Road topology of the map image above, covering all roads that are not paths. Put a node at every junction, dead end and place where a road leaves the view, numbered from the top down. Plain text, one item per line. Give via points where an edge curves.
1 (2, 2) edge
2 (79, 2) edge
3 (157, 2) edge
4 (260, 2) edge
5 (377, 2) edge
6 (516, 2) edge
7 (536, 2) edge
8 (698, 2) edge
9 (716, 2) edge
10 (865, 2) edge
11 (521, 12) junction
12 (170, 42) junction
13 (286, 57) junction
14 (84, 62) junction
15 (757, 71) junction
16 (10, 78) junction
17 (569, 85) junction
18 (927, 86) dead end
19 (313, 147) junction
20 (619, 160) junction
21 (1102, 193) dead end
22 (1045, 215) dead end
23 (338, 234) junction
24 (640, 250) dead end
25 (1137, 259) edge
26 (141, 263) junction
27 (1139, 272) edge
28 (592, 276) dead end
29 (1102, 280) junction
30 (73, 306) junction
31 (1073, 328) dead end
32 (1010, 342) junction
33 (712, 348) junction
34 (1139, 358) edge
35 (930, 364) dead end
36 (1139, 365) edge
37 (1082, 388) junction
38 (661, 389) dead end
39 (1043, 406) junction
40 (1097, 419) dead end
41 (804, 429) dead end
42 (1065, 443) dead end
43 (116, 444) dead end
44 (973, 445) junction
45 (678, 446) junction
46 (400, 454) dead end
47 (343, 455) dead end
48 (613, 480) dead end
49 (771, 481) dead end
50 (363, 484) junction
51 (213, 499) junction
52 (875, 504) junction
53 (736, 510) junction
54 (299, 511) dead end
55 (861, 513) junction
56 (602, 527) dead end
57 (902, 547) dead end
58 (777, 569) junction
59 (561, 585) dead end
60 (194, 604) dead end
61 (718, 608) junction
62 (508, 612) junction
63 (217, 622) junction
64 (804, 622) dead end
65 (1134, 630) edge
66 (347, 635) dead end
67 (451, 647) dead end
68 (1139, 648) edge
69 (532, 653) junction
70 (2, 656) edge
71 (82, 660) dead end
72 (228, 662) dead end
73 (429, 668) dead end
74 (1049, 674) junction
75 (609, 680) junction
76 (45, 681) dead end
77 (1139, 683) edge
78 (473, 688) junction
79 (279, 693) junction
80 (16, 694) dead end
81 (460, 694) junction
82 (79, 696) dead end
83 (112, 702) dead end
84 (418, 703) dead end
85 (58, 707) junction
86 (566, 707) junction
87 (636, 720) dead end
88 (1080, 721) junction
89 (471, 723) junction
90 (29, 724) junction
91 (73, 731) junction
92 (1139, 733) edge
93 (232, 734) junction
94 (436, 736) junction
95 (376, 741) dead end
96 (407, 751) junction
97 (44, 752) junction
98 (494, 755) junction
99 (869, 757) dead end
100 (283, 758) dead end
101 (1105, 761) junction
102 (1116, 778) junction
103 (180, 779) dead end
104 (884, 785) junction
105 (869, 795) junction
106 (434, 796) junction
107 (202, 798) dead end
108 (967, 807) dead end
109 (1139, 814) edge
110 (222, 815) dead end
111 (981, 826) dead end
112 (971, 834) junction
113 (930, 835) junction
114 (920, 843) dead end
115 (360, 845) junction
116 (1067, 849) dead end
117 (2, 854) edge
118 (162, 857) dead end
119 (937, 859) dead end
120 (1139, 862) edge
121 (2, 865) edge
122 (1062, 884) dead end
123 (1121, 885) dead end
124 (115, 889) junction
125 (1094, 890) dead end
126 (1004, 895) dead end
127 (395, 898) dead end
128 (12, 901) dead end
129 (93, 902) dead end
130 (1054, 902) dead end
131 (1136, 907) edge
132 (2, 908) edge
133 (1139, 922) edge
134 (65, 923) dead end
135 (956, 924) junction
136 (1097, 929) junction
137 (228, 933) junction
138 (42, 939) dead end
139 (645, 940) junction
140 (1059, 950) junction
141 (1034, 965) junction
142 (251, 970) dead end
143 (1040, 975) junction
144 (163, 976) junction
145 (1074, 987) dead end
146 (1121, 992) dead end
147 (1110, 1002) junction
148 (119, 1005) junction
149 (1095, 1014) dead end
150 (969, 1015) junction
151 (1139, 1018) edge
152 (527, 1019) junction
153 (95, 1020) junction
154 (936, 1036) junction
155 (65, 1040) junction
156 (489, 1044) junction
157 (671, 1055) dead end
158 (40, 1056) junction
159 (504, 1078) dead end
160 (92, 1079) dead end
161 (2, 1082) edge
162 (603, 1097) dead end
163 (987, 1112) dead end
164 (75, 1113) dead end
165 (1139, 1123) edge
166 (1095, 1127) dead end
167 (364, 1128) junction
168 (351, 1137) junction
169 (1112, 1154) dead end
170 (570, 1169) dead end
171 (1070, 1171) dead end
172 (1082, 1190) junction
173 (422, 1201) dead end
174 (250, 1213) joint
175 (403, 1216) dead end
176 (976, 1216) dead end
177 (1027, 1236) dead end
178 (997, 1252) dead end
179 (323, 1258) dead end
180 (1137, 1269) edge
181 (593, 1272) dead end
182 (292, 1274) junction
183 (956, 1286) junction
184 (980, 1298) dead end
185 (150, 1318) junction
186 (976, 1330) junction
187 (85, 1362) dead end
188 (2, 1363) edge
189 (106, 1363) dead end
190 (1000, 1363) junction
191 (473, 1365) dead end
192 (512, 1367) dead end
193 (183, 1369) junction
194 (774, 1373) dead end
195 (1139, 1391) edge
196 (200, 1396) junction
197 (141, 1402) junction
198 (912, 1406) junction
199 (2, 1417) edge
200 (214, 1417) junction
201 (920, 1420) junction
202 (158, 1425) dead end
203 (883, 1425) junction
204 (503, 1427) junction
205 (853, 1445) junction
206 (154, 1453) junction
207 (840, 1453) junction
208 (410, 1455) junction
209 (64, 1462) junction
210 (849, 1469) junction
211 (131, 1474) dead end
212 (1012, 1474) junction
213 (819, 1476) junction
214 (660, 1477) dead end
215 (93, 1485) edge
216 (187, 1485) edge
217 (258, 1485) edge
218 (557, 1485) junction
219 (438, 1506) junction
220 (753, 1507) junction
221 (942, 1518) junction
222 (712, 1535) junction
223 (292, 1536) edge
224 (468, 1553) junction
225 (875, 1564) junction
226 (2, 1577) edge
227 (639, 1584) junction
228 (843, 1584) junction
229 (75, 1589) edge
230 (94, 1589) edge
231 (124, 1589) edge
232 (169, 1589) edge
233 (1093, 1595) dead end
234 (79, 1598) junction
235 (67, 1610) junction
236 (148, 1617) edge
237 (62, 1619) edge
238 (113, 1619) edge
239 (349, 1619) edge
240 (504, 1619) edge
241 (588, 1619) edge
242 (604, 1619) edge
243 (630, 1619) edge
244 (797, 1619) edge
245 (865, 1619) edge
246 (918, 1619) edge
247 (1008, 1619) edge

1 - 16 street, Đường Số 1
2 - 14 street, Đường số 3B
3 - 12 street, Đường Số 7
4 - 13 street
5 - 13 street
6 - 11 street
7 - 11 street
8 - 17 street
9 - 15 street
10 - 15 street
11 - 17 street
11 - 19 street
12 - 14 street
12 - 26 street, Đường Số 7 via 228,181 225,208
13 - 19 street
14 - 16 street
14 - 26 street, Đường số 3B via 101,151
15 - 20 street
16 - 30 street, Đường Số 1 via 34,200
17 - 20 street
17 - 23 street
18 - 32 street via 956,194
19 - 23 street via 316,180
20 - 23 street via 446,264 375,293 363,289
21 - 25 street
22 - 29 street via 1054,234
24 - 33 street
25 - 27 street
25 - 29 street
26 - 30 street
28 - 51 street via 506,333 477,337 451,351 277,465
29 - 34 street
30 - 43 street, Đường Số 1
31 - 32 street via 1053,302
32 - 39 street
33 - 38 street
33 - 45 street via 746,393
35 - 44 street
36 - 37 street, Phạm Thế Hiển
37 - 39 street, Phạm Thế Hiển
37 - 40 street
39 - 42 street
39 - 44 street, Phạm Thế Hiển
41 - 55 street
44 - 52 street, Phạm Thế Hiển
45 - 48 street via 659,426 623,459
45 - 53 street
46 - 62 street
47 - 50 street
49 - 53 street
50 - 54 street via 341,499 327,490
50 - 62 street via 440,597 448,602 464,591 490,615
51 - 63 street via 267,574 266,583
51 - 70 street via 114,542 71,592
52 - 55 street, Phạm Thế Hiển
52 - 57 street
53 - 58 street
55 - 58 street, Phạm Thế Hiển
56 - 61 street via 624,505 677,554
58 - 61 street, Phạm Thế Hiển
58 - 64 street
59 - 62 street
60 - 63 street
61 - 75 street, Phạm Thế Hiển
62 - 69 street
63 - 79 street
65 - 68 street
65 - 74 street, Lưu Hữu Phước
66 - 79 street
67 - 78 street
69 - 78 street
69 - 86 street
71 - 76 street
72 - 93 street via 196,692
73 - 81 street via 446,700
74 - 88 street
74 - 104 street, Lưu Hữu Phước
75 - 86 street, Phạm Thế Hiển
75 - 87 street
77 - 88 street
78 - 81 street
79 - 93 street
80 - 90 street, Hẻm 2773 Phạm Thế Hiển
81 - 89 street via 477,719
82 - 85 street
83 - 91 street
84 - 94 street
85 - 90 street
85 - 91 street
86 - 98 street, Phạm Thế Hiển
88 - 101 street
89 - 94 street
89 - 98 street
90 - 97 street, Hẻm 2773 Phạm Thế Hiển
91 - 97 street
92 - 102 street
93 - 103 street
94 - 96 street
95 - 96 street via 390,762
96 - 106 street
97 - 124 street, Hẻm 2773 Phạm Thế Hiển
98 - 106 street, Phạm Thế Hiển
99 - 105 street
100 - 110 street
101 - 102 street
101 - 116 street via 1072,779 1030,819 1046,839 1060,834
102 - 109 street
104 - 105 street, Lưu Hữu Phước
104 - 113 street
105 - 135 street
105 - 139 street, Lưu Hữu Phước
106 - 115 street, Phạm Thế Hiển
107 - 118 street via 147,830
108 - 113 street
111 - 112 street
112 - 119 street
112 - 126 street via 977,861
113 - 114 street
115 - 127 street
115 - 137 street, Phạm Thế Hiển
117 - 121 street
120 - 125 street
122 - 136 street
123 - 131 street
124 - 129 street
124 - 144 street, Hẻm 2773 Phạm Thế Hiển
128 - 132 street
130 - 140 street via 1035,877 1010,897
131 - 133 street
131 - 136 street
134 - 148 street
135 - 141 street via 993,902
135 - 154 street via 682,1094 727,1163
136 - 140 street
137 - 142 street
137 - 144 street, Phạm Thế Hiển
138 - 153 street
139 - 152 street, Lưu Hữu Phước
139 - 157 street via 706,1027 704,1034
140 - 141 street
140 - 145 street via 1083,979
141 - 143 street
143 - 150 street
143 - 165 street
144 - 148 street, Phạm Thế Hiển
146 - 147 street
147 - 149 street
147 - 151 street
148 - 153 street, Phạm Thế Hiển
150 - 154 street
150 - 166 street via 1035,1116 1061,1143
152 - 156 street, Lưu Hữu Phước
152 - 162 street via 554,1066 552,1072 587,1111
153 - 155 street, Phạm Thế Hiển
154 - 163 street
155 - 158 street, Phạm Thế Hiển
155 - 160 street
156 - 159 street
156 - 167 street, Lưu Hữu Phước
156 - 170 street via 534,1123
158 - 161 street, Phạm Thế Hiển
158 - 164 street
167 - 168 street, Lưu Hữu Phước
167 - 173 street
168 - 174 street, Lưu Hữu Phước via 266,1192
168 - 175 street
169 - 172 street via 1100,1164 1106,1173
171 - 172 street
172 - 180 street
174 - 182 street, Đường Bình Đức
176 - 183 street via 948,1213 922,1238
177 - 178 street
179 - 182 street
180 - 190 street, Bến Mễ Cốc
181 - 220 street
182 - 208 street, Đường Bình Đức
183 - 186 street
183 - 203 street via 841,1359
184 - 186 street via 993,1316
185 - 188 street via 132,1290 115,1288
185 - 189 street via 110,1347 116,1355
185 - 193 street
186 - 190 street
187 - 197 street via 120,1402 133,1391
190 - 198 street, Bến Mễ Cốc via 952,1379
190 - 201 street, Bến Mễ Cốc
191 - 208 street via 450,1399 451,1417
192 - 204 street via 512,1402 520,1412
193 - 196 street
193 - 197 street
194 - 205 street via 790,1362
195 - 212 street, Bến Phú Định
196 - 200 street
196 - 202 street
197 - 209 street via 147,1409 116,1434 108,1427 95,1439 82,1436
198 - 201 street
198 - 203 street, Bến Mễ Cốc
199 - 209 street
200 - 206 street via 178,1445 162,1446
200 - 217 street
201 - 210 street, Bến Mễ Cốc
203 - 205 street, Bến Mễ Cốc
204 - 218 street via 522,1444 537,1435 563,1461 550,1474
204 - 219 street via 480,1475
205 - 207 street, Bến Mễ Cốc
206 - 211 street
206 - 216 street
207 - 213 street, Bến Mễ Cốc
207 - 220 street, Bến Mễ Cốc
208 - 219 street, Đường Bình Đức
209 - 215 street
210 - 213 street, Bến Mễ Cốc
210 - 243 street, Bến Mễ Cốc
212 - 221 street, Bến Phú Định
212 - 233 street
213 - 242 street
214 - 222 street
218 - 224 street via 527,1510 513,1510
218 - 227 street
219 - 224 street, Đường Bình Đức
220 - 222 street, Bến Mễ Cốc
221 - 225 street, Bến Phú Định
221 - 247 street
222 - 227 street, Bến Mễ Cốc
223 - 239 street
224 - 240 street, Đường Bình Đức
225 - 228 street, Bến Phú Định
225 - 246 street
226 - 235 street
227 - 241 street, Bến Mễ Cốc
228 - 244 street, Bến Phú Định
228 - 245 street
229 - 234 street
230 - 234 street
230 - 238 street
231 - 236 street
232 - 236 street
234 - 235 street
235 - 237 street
☆ ☆ ☆ ☆ ☆ ☆ ☆
Task prompt
Show the lines of the records that include the string "Định".

Result of this task
195 - 212 street, Bến Phú Định
212 - 221 street, Bến Phú Định
221 - 225 street, Bến Phú Định
225 - 228 street, Bến Phú Định
228 - 244 street, Bến Phú Định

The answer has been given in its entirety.